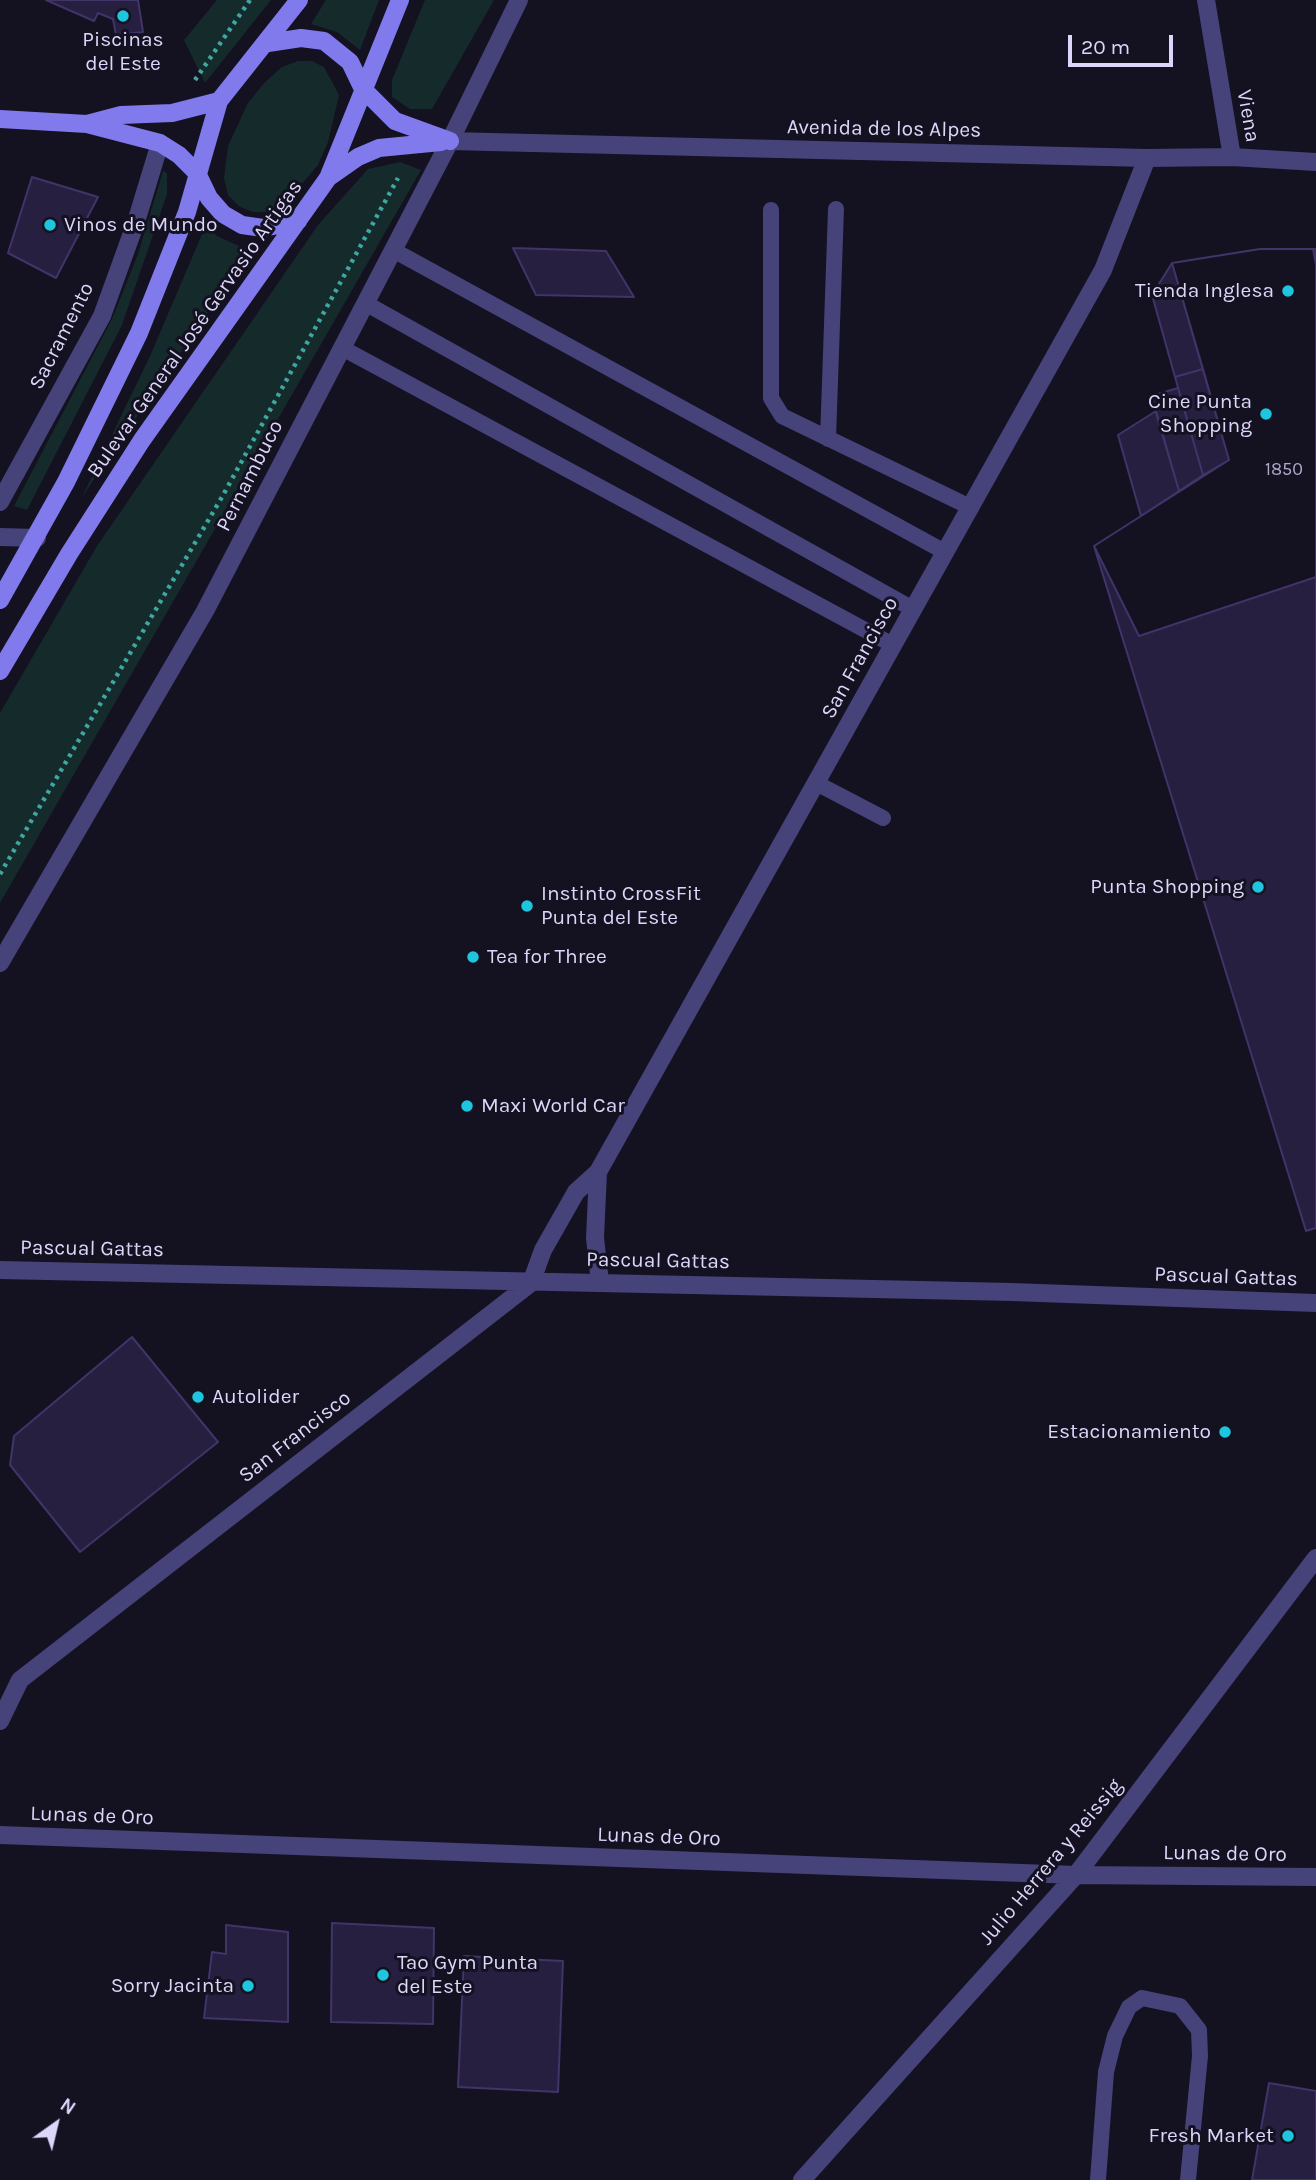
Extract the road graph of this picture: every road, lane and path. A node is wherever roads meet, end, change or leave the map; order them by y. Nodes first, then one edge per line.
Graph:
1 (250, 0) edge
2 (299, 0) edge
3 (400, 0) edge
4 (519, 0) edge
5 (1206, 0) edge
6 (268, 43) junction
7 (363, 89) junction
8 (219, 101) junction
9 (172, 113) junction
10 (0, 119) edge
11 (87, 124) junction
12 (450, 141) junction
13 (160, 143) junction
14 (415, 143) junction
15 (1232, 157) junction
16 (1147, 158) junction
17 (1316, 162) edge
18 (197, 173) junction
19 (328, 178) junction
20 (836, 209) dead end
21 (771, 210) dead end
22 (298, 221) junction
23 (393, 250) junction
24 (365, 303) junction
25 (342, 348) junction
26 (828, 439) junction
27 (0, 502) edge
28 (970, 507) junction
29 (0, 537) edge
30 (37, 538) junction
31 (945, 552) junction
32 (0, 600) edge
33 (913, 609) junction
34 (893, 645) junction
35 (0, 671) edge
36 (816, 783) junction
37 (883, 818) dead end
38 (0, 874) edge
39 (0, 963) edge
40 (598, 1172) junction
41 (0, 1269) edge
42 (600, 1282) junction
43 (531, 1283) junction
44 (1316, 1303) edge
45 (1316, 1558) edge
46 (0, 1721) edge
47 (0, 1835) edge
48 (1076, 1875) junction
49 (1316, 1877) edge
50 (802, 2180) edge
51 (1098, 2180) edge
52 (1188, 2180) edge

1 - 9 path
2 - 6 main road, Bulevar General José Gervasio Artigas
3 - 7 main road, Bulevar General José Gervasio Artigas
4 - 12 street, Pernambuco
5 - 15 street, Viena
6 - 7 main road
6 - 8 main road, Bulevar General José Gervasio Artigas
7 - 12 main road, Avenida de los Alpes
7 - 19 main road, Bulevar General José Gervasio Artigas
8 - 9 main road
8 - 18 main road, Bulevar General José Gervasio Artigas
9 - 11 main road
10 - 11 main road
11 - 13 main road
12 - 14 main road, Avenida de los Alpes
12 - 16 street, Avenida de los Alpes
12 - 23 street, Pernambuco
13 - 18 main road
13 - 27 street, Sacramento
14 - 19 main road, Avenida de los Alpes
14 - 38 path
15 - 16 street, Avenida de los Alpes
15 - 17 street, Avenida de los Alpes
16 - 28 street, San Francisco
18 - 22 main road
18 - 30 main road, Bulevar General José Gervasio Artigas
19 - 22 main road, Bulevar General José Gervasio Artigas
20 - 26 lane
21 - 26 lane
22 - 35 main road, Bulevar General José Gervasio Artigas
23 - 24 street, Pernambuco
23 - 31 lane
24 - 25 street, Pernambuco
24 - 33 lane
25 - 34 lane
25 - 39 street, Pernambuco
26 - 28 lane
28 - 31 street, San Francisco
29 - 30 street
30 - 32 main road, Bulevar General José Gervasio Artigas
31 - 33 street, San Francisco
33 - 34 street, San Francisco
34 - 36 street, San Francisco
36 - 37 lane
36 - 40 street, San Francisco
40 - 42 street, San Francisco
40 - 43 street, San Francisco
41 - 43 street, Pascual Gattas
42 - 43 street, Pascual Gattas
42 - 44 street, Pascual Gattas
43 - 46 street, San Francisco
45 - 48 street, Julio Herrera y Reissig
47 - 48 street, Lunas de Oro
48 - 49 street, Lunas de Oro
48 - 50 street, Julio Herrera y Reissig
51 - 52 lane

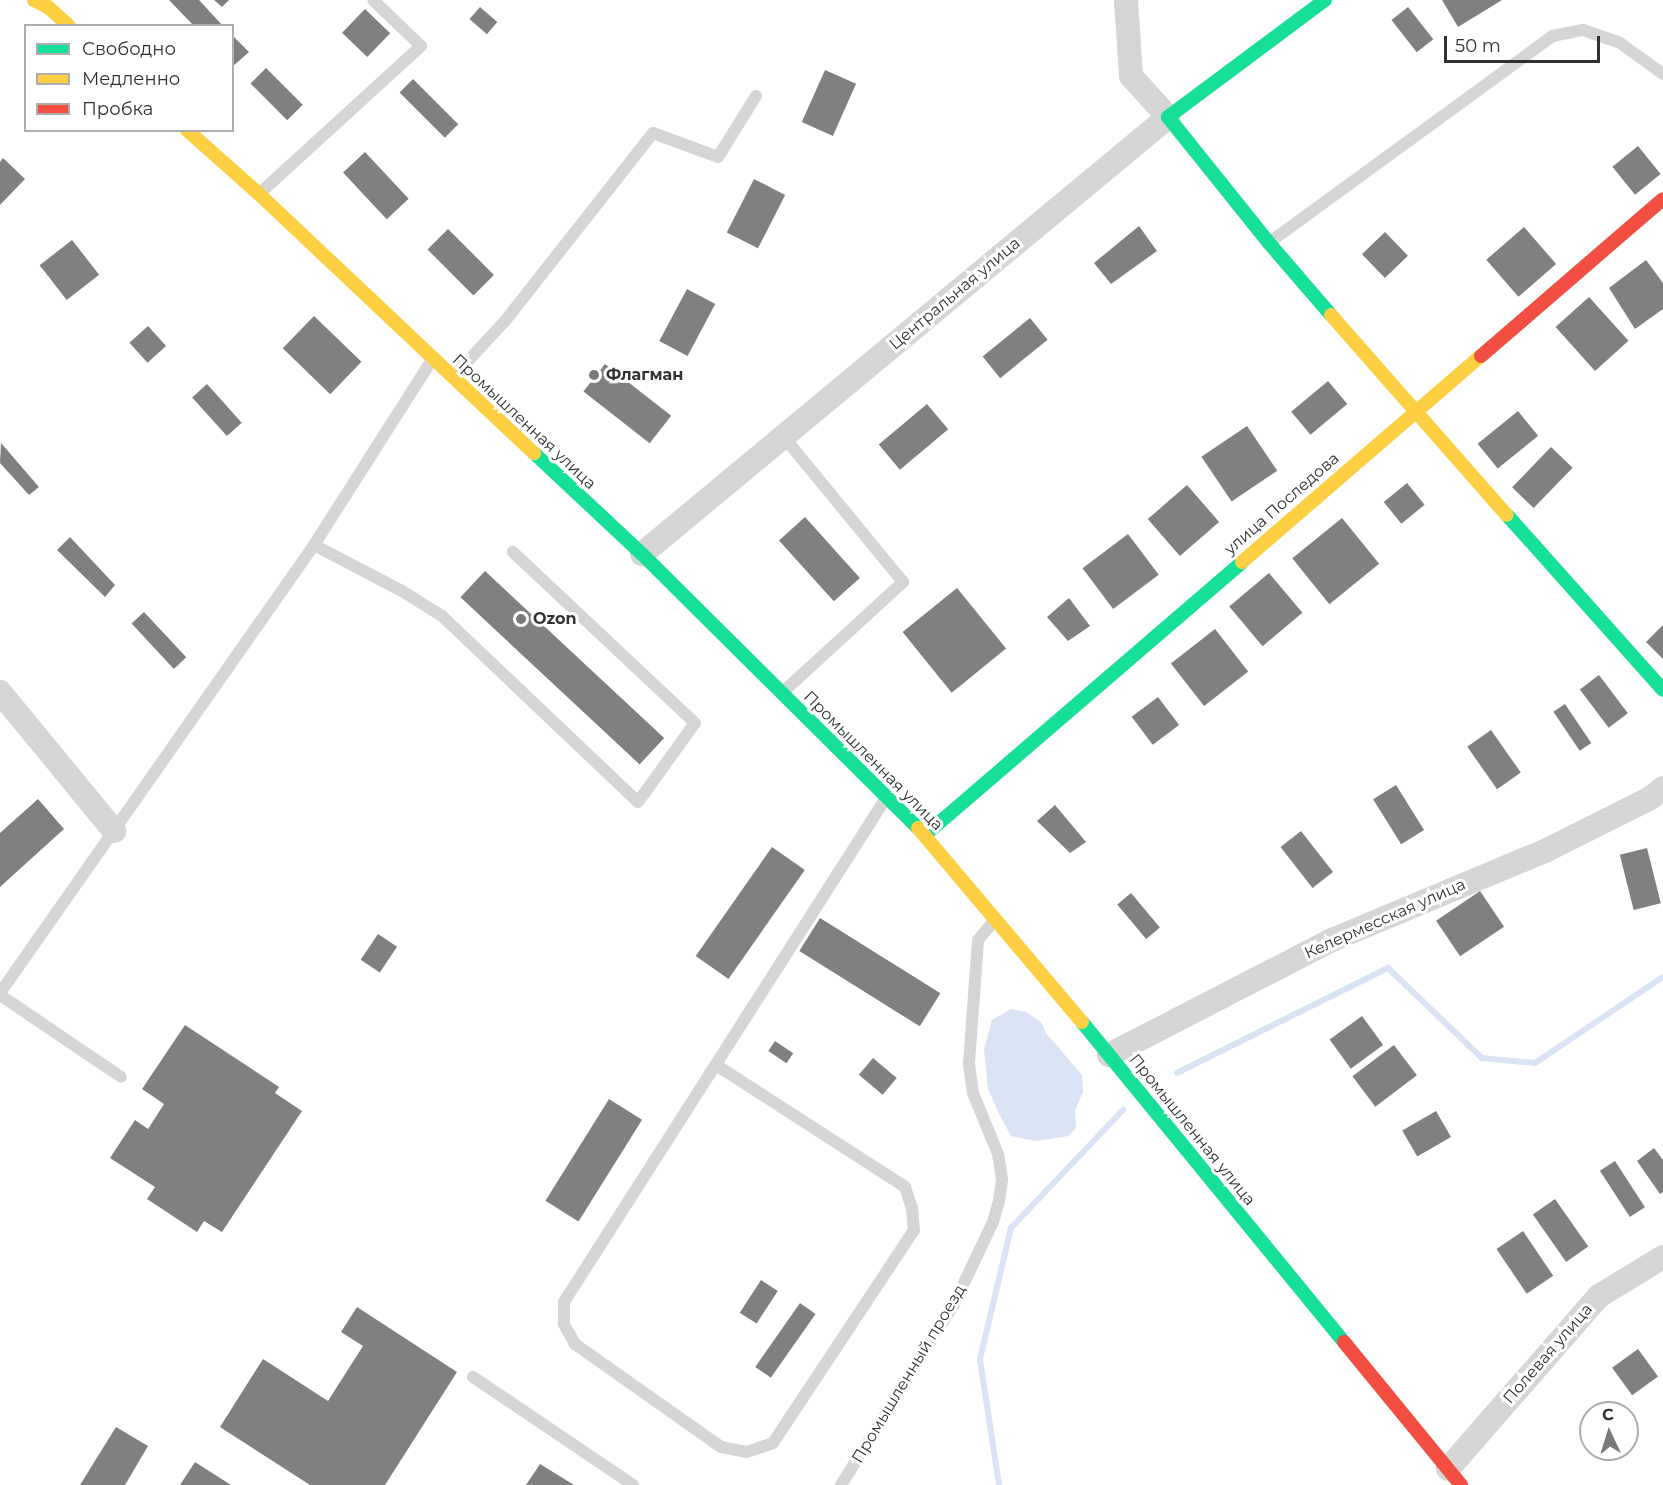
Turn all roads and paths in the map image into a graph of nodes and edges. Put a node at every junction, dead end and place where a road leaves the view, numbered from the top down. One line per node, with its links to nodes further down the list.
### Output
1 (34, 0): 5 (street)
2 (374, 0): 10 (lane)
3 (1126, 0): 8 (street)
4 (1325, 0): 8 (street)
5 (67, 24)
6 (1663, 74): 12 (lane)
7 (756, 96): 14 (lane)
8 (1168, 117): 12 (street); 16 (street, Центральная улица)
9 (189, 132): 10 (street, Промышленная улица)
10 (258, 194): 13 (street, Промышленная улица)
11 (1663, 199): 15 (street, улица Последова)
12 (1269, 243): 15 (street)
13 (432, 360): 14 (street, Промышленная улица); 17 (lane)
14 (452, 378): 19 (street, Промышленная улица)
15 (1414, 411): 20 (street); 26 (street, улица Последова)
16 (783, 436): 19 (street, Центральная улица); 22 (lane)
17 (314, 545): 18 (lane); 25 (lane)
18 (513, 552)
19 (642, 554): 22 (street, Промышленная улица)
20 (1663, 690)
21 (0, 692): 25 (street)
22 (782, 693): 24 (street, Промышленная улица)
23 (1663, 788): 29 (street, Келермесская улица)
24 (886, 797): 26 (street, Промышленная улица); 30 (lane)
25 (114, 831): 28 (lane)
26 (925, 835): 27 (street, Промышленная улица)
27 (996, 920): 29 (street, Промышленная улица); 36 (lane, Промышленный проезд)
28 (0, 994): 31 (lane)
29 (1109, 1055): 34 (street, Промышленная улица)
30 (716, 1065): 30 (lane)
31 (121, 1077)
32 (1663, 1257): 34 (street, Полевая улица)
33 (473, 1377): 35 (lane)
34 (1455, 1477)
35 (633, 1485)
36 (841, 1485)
* * *
(What to produce):
All of the records need repeating exactly, except for the pictures.

(Task answer):
Extract the road graph of this picture: every road, lane and path. A node is wherever roads meet, end, change or leave the map; order them by y. Nodes first, then one edge per line.
Graph:
1 (250, 0) edge
2 (299, 0) edge
3 (400, 0) edge
4 (519, 0) edge
5 (1206, 0) edge
6 (268, 43) junction
7 (363, 89) junction
8 (219, 101) junction
9 (172, 113) junction
10 (0, 119) edge
11 (87, 124) junction
12 (450, 141) junction
13 (160, 143) junction
14 (415, 143) junction
15 (1232, 157) junction
16 (1147, 158) junction
17 (1316, 162) edge
18 (197, 173) junction
19 (328, 178) junction
20 (836, 209) dead end
21 (771, 210) dead end
22 (298, 221) junction
23 (393, 250) junction
24 (365, 303) junction
25 (342, 348) junction
26 (828, 439) junction
27 (0, 502) edge
28 (970, 507) junction
29 (0, 537) edge
30 (37, 538) junction
31 (945, 552) junction
32 (0, 600) edge
33 (913, 609) junction
34 (893, 645) junction
35 (0, 671) edge
36 (816, 783) junction
37 (883, 818) dead end
38 (0, 874) edge
39 (0, 963) edge
40 (598, 1172) junction
41 (0, 1269) edge
42 (600, 1282) junction
43 (531, 1283) junction
44 (1316, 1303) edge
45 (1316, 1558) edge
46 (0, 1721) edge
47 (0, 1835) edge
48 (1076, 1875) junction
49 (1316, 1877) edge
50 (802, 2180) edge
51 (1098, 2180) edge
52 (1188, 2180) edge

1 - 9 path
2 - 6 main road, Bulevar General José Gervasio Artigas
3 - 7 main road, Bulevar General José Gervasio Artigas
4 - 12 street, Pernambuco
5 - 15 street, Viena
6 - 7 main road
6 - 8 main road, Bulevar General José Gervasio Artigas
7 - 12 main road, Avenida de los Alpes
7 - 19 main road, Bulevar General José Gervasio Artigas
8 - 9 main road
8 - 18 main road, Bulevar General José Gervasio Artigas
9 - 11 main road
10 - 11 main road
11 - 13 main road
12 - 14 main road, Avenida de los Alpes
12 - 16 street, Avenida de los Alpes
12 - 23 street, Pernambuco
13 - 18 main road
13 - 27 street, Sacramento
14 - 19 main road, Avenida de los Alpes
14 - 38 path
15 - 16 street, Avenida de los Alpes
15 - 17 street, Avenida de los Alpes
16 - 28 street, San Francisco
18 - 22 main road
18 - 30 main road, Bulevar General José Gervasio Artigas
19 - 22 main road, Bulevar General José Gervasio Artigas
20 - 26 lane
21 - 26 lane
22 - 35 main road, Bulevar General José Gervasio Artigas
23 - 24 street, Pernambuco
23 - 31 lane
24 - 25 street, Pernambuco
24 - 33 lane
25 - 34 lane
25 - 39 street, Pernambuco
26 - 28 lane
28 - 31 street, San Francisco
29 - 30 street
30 - 32 main road, Bulevar General José Gervasio Artigas
31 - 33 street, San Francisco
33 - 34 street, San Francisco
34 - 36 street, San Francisco
36 - 37 lane
36 - 40 street, San Francisco
40 - 42 street, San Francisco
40 - 43 street, San Francisco
41 - 43 street, Pascual Gattas
42 - 43 street, Pascual Gattas
42 - 44 street, Pascual Gattas
43 - 46 street, San Francisco
45 - 48 street, Julio Herrera y Reissig
47 - 48 street, Lunas de Oro
48 - 49 street, Lunas de Oro
48 - 50 street, Julio Herrera y Reissig
51 - 52 lane

Turn all roads and paths in the map image into a graph of nodes and edges. Put a node at every junction, dead end and place where a road leaves the view, numbered from the top down. One line per node, with its links to nodes further down the list.
### Output
1 (34, 0): 5 (street)
2 (374, 0): 10 (lane)
3 (1126, 0): 8 (street)
4 (1325, 0): 8 (street)
5 (67, 24)
6 (1663, 74): 12 (lane)
7 (756, 96): 14 (lane)
8 (1168, 117): 12 (street); 16 (street, Центральная улица)
9 (189, 132): 10 (street, Промышленная улица)
10 (258, 194): 13 (street, Промышленная улица)
11 (1663, 199): 15 (street, улица Последова)
12 (1269, 243): 15 (street)
13 (432, 360): 14 (street, Промышленная улица); 17 (lane)
14 (452, 378): 19 (street, Промышленная улица)
15 (1414, 411): 20 (street); 26 (street, улица Последова)
16 (783, 436): 19 (street, Центральная улица); 22 (lane)
17 (314, 545): 18 (lane); 25 (lane)
18 (513, 552)
19 (642, 554): 22 (street, Промышленная улица)
20 (1663, 690)
21 (0, 692): 25 (street)
22 (782, 693): 24 (street, Промышленная улица)
23 (1663, 788): 29 (street, Келермесская улица)
24 (886, 797): 26 (street, Промышленная улица); 30 (lane)
25 (114, 831): 28 (lane)
26 (925, 835): 27 (street, Промышленная улица)
27 (996, 920): 29 (street, Промышленная улица); 36 (lane, Промышленный проезд)
28 (0, 994): 31 (lane)
29 (1109, 1055): 34 (street, Промышленная улица)
30 (716, 1065): 30 (lane)
31 (121, 1077)
32 (1663, 1257): 34 (street, Полевая улица)
33 (473, 1377): 35 (lane)
34 (1455, 1477)
35 (633, 1485)
36 (841, 1485)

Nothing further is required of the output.